Power and Information

November 14, 2016
Posted by Jay Livingston

Trump’s selection of Reince Priebus as White House Chief of Staff signals some hope. After all, he might have picked the White nationalists’ favorite, Steve Bannon, the Breitbart anti-Semite, who maintained Breitbart as a platform for anti-Semites. Priebus is a more mainstream Republican. Instead Bannon will be chief strategist.

My guess is that in the Trump White House, the chief of staff will be a crucial position. I asked a colleague in the political science department about this. She leafed through a textbook looking for an “org chart,” but couldn’t find one.  Here’s my stripped-down version of what it might look like.


The diagram shows the power arrangement, the chain of command. The president tells the chief of staff what he wants, and chief of staff converts these ideas into specific directions for those lower down the line.

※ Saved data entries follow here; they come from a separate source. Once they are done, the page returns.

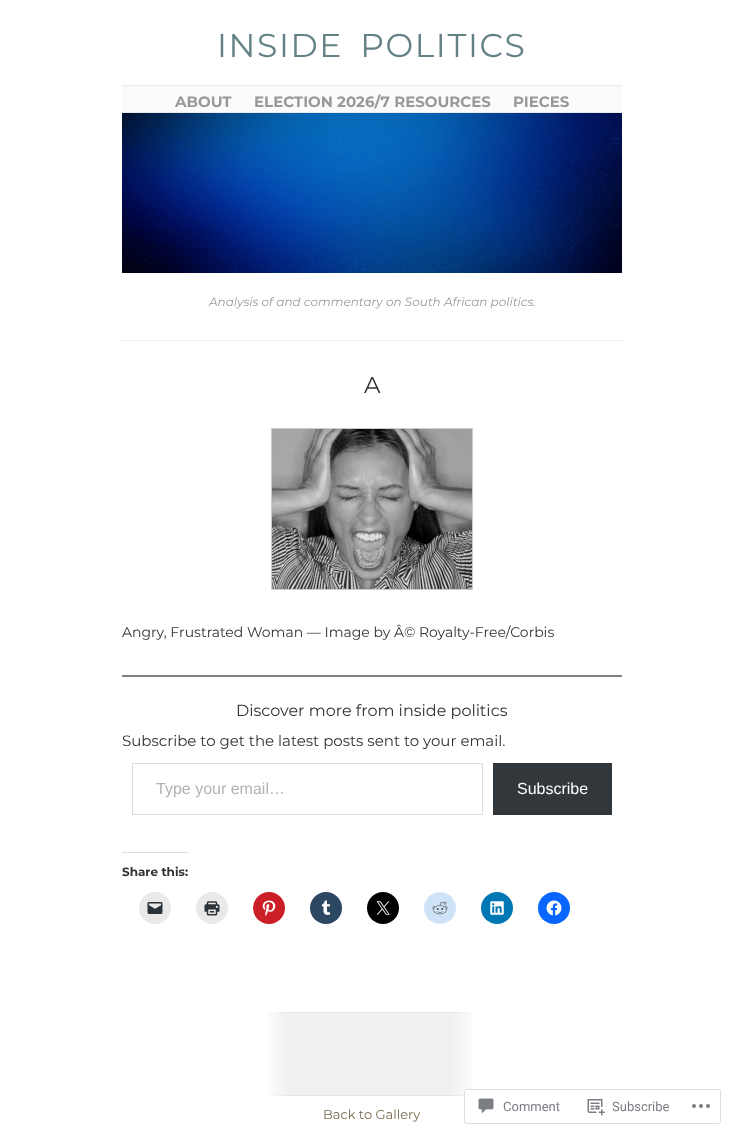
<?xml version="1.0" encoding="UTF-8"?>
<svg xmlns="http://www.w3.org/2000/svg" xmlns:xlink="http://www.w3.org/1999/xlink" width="731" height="1134">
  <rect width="100%" height="100%" fill="#ffffff" />
  <rect x="122" y="86" width="500" height="26" fill="#fbfbfb" />
  <rect x="122" y="85" width="500" height="1" fill="#eaeaea" />
  <rect x="122" y="112" width="500" height="1" fill="#eaeaea" />
  <image x="122" y="113" width="500" height="160" xlink:href="image1.png" />
  <rect x="122" y="340" width="500" height="1" fill="#efefef" />
  <rect x="271.5" y="428.5" width="201" height="161" fill="none" stroke="#cccccc" />
  <image x="272" y="429" width="200" height="160" xlink:href="image2.png" />
  <rect x="122" y="675" width="500" height="2" fill="#808080" />
  <rect x="132.5" y="763.5" width="350" height="51" fill="none" stroke="#dddddd" />
  <rect x="493" y="763" width="119" height="52" fill="#32373c" />
  <rect x="122" y="852" width="66" height="1" fill="#dcdcde" />
  <circle cx="155" cy="908" r="16" fill="#e9e9e9" />
  <image x="147" y="902" width="16" height="12" xlink:href="image3.png" />
  <circle cx="212" cy="908" r="16" fill="#e9e9e9" />
  <image x="204" y="901" width="16" height="15" xlink:href="image4.png" />
  <circle cx="269" cy="908" r="16" fill="#ca1f27" />
  <image x="262" y="900" width="14" height="16" xlink:href="image5.png" />
  <circle cx="326" cy="908" r="16" fill="#2c4762" />
  <image x="321" y="900" width="10" height="15" xlink:href="image6.png" />
  <circle cx="383" cy="908" r="16" fill="#000000" />
  <image x="376" y="901" width="14" height="14" xlink:href="image7.png" />
  <circle cx="440" cy="908" r="16" fill="#cee3f8" />
  <image x="432" y="901" width="16" height="14" xlink:href="image8.png" />
  <circle cx="497" cy="908" r="16" fill="#0077b5" />
  <image x="490" y="901" width="14" height="14" xlink:href="image9.png" />
  <circle cx="554" cy="908" r="16" fill="#0866ff" />
  <image x="546" y="900" width="16" height="16" xlink:href="image10.png" />
  <image x="268" y="1012" width="205" height="84" xlink:href="image11.png" />
  <rect x="464" y="1089" width="257" height="35" rx="3" fill="#ffffff" fill-opacity="0.98" />
  <rect x="464.5" y="1089.5" width="256" height="34" rx="2.5" fill="none" stroke="#dcdcde" stroke-opacity="0.98" />
  <image x="478" y="1098" width="16" height="16" xlink:href="image12.png" />
  <image x="587" y="1099" width="18" height="17" xlink:href="image13.png" />
  <image x="692" y="1104" width="18" height="4" xlink:href="image14.png" />
  <text x="217" y="57" word-spacing="7" style="font-family: Montserrat; font-size: 33px; letter-spacing: 1.6px; fill: #648285">INSIDE POLITICS</text>
  <text x="175" y="107" style="font-family: Montserrat; font-size: 15px; font-weight: bold; fill: #999999">ABOUT</text>
  <text x="254" y="107" style="font-family: Montserrat; font-size: 15px; font-weight: bold; fill: #999999">ELECTION 2026/7 RESOURCES</text>
  <text x="513" y="107" style="font-family: Montserrat; font-size: 15px; font-weight: bold; fill: #999999">PIECES</text>
  <text x="209" y="306" style="font-family: Montserrat; font-size: 12px; font-style: italic; fill: #999999">Analysis of and commentary on South African politics.</text>
  <text x="364" y="393" style="font-family: Montserrat; font-size: 23px; fill: #333333">A</text>
  <text x="122" y="637" style="font-family: Montserrat; font-size: 14px; fill: #333333">Angry, Frustrated Woman — Image by Â© Royalty-Free/Corbis</text>
  <text x="236" y="716" style="font-family: Montserrat; font-size: 16px; fill: #333333">Discover more from inside politics</text>
  <text x="122" y="746" style="font-family: Montserrat; font-size: 15px; fill: #333333">Subscribe to get the latest posts sent to your email.</text>
  <text x="156" y="794" style="font-family: Liberation Sans; font-size: 16px; fill: #b3b3b3">Type your email…</text>
  <text x="517" y="794" style="font-family: Liberation Sans; font-size: 16px; fill: #ffffff">Subscribe</text>
  <text x="122" y="876" style="font-family: Montserrat; font-size: 12px; font-weight: bold; fill: #333333">Share this:</text>
  <text x="323" y="1119" style="font-family: Montserrat; font-size: 13px; fill: #7a6c51">Back to Gallery</text>
  <text x="503" y="1111" style="font-family: Roboto; font-size: 13px; fill: #7b7f85">Comment</text>
  <text x="612" y="1111" style="font-family: Roboto; font-size: 13px; fill: #7b7f85">Subscribe</text>
</svg>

But if you think of system as an information network, then the more information a person controls, the more power he has, regardless of the title associated with his position. Here’s another diagram.

 
Who’s in charge? It’s the same diagram – the same lines of communication. But relocating the circles shows more clearly the central position of the chief of staff. If all communication has to flow through him, and if he is the one who decides which information to pass along to others, he has the most power.

With a high-information president who seeks out information from a variety of sources, the chief of staff’s position is not so central, and its power is less. But if a president has little curiosity about facts, the person who controls the facts that he does get is the one who is really calling the shots. My impression is that George W. Bush was that kind of president, though in his case, at least during the first five or six years of his tenure, the central position was not the chief of staff but vice-president. “I’m the decider,” Bush famously said. But if Cheney was giving Bush the options to choose from and the information about those options, Cheney was the most powerful person in the administration.

Our current president-elect does not show much interest in the details of policy. It seems that he is delighted to be the president but that he does not really want to do the work of directing an administration. Given Trump’s meager knowledge of most issues, especially foreign policy, and his impulsiveness, a more centrist party hack like Priebus as chief of staff looks like a good thing, relatively speaking. Trump’s image of his administration will be Diagram A above. The reality will be Diagram B.